Task input:
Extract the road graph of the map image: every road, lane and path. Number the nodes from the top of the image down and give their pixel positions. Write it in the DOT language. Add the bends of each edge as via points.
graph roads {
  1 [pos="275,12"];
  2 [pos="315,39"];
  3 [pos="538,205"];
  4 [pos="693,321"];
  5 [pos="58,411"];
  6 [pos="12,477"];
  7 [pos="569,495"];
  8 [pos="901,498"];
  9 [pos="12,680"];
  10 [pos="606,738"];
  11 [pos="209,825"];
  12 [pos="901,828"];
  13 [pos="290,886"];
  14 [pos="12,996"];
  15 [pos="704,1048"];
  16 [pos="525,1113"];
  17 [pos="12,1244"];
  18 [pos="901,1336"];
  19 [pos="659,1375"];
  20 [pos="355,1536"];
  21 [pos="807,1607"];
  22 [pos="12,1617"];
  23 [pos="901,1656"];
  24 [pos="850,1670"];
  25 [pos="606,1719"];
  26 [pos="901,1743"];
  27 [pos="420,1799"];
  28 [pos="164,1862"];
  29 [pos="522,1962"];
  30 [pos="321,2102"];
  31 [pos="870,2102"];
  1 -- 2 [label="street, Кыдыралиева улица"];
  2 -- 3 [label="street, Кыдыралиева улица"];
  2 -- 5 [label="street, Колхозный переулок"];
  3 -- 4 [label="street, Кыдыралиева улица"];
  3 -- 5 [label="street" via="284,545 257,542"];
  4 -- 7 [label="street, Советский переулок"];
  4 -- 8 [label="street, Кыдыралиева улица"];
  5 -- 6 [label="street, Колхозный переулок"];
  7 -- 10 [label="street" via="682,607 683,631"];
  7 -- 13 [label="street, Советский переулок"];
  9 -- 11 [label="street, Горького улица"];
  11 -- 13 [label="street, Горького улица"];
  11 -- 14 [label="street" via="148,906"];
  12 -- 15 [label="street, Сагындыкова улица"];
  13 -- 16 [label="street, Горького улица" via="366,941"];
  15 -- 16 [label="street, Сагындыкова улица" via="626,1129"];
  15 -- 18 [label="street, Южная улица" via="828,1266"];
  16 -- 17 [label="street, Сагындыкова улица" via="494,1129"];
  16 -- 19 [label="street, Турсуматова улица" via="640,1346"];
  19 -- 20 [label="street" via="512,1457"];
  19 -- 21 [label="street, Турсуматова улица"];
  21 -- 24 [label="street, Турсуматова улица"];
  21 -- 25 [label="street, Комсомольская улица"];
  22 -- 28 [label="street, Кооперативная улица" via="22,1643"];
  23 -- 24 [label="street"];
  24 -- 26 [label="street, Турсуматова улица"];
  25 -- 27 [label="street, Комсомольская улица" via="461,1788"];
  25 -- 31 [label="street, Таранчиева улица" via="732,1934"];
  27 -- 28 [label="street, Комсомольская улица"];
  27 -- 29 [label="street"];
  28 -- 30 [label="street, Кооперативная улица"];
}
* * *
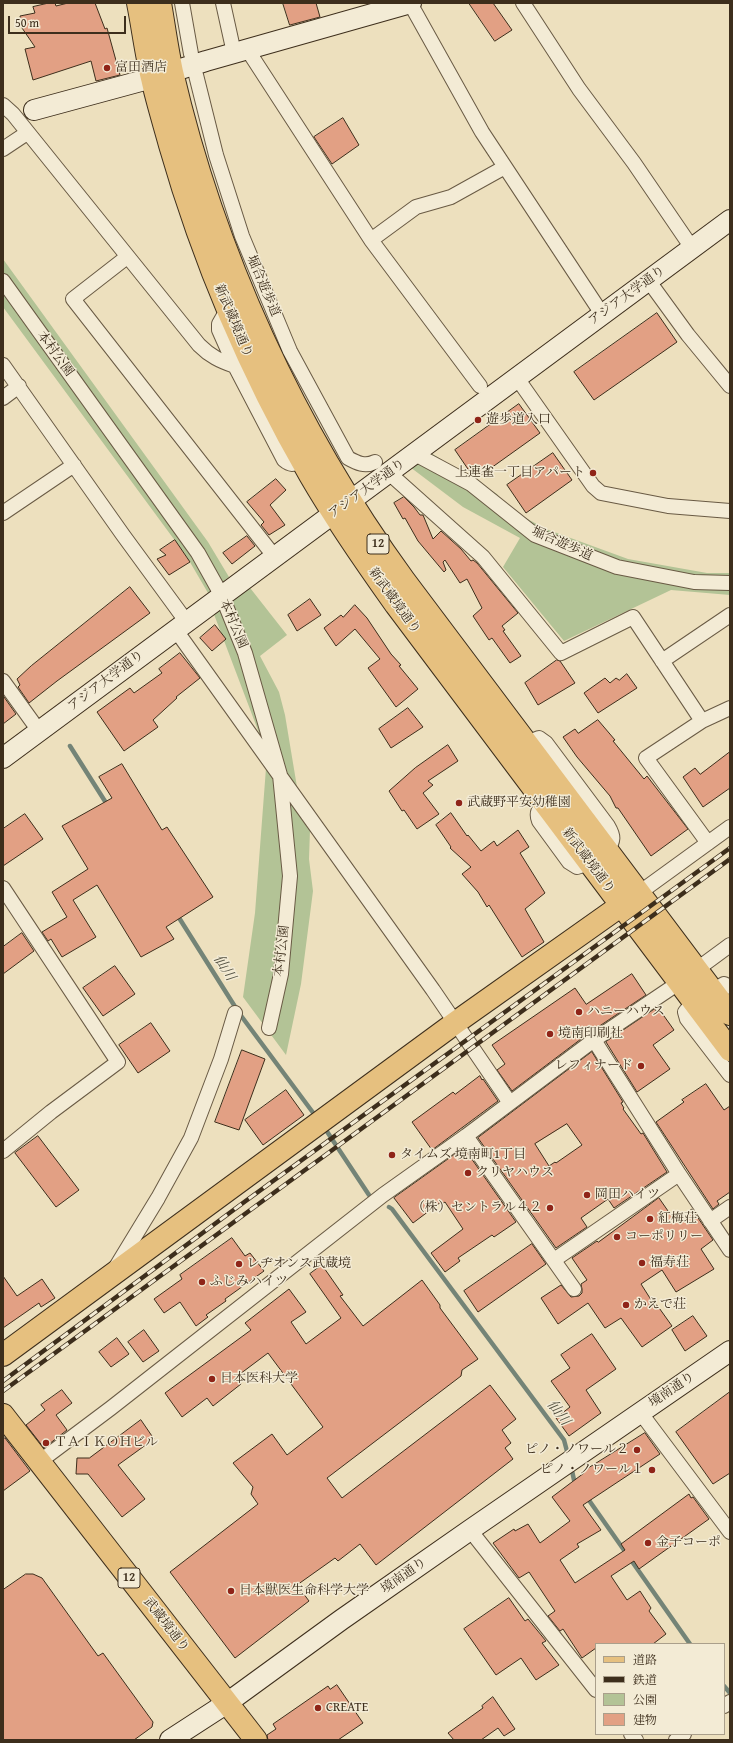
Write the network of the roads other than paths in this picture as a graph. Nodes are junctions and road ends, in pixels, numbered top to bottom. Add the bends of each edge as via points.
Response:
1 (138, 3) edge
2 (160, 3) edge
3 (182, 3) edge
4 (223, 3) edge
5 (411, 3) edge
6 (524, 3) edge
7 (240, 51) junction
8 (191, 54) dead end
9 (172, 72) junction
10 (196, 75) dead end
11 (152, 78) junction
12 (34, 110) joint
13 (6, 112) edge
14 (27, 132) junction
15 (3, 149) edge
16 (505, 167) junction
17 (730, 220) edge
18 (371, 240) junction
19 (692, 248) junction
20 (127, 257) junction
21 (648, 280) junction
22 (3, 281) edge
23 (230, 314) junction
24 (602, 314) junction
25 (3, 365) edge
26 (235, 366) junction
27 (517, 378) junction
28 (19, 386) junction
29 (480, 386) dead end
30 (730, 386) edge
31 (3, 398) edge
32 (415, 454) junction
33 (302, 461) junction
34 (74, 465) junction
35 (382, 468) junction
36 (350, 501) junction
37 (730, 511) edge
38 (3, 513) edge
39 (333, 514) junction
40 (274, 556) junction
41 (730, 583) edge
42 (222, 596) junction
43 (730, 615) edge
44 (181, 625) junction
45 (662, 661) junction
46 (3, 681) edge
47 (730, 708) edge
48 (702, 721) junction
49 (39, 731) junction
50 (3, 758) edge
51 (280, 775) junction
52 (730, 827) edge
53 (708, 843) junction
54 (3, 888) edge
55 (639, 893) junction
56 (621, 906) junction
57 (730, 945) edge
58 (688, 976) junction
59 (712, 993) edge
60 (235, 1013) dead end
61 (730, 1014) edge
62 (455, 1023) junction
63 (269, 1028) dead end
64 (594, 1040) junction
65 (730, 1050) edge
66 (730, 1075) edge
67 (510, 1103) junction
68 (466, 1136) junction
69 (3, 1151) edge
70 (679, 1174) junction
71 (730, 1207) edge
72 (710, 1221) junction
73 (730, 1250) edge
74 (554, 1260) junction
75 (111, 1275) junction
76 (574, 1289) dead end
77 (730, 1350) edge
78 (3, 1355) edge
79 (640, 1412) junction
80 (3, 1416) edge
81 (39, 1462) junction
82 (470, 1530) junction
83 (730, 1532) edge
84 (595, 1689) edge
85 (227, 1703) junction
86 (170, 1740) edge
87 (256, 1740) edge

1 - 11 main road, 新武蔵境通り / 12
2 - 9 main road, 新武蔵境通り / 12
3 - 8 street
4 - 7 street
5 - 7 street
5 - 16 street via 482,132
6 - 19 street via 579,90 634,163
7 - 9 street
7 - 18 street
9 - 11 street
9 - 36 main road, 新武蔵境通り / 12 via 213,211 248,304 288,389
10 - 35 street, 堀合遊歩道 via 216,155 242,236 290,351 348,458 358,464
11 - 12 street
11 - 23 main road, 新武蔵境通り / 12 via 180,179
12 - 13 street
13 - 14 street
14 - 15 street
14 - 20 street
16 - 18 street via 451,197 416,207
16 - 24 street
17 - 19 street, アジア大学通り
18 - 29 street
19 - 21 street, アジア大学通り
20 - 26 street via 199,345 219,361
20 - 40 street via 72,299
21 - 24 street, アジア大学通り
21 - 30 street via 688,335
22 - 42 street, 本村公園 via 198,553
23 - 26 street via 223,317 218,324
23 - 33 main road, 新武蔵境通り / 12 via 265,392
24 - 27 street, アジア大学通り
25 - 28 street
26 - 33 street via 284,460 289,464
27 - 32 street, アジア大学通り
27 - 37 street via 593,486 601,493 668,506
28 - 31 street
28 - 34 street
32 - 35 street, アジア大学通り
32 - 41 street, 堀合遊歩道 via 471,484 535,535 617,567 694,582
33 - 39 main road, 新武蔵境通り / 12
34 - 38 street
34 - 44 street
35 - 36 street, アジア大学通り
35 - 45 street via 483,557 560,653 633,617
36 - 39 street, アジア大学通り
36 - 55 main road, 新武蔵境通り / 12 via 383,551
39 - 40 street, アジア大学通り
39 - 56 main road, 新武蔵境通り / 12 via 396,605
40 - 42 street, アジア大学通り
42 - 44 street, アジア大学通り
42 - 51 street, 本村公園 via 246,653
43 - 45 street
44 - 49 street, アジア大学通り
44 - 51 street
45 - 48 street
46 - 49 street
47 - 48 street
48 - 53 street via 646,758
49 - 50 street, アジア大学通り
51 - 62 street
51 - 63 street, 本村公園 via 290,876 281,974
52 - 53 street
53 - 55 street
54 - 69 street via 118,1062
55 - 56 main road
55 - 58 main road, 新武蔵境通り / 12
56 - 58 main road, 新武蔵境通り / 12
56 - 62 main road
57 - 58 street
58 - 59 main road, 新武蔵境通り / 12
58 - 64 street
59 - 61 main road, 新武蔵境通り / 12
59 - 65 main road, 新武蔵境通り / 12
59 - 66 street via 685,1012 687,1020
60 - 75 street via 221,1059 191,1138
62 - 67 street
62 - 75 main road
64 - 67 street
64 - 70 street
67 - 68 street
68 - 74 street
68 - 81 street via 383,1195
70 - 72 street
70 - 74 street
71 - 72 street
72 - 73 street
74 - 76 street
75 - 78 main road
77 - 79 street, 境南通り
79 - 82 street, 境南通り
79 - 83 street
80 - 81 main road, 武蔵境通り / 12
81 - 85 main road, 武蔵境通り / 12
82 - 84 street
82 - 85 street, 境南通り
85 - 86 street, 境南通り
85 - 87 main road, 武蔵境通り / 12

What you need to do:
Go through the material and select each line with the string "堀合遊歩道" in it.

Reply:
10 - 35 street, 堀合遊歩道 via 216,155 242,236 290,351 348,458 358,464
32 - 41 street, 堀合遊歩道 via 471,484 535,535 617,567 694,582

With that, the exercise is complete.